Source records
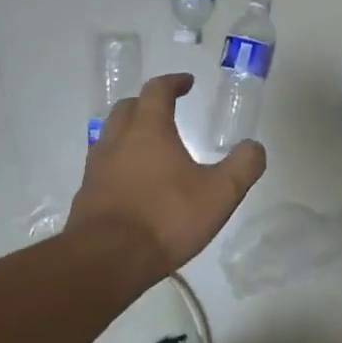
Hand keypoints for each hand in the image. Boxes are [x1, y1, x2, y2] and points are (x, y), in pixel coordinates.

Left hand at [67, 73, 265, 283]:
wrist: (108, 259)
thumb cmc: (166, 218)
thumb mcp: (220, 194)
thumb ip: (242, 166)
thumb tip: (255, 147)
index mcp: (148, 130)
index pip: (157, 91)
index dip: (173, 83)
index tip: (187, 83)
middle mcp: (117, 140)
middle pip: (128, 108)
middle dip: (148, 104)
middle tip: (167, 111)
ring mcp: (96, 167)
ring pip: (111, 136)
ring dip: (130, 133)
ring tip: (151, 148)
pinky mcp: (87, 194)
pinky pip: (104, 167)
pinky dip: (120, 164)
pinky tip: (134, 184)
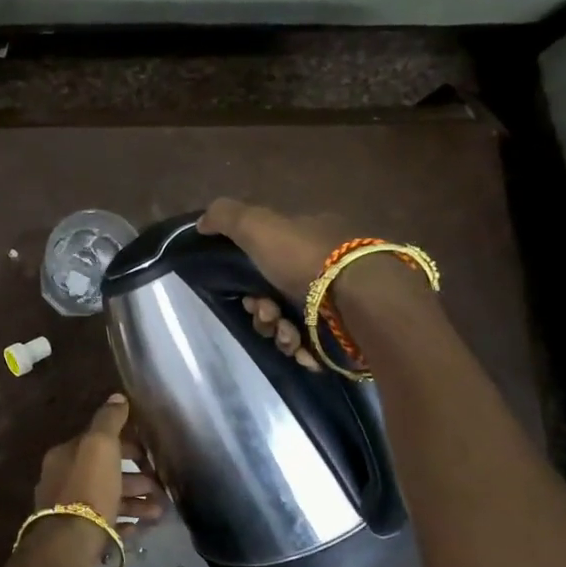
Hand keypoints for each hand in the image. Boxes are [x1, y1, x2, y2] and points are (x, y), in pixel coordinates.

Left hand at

---

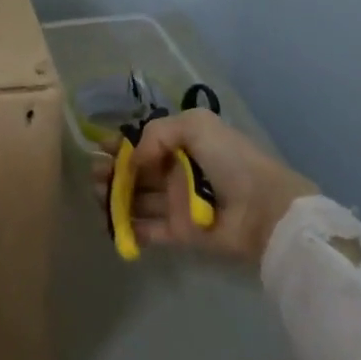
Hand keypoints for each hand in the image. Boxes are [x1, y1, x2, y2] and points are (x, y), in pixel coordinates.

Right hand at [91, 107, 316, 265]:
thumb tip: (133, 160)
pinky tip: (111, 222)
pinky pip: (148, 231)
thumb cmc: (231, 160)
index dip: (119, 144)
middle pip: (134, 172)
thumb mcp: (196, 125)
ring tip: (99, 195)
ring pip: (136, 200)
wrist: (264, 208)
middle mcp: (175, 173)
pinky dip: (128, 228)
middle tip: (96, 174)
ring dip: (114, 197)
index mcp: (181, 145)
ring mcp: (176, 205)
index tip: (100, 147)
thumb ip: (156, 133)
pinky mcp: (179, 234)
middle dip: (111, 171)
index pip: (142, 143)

==

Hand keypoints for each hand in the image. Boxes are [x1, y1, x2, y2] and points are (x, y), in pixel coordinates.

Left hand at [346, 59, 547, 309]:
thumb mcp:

Task to complete
The expected result is every line from the material above that includes "middle".

Answer area
middle mcp: (117, 140)
middle pip: (128, 108)
middle dip: (148, 104)
middle tip: (167, 111)
middle pip: (134, 172)
middle mcp: (175, 173)
middle tip: (96, 174)
middle dip: (111, 171)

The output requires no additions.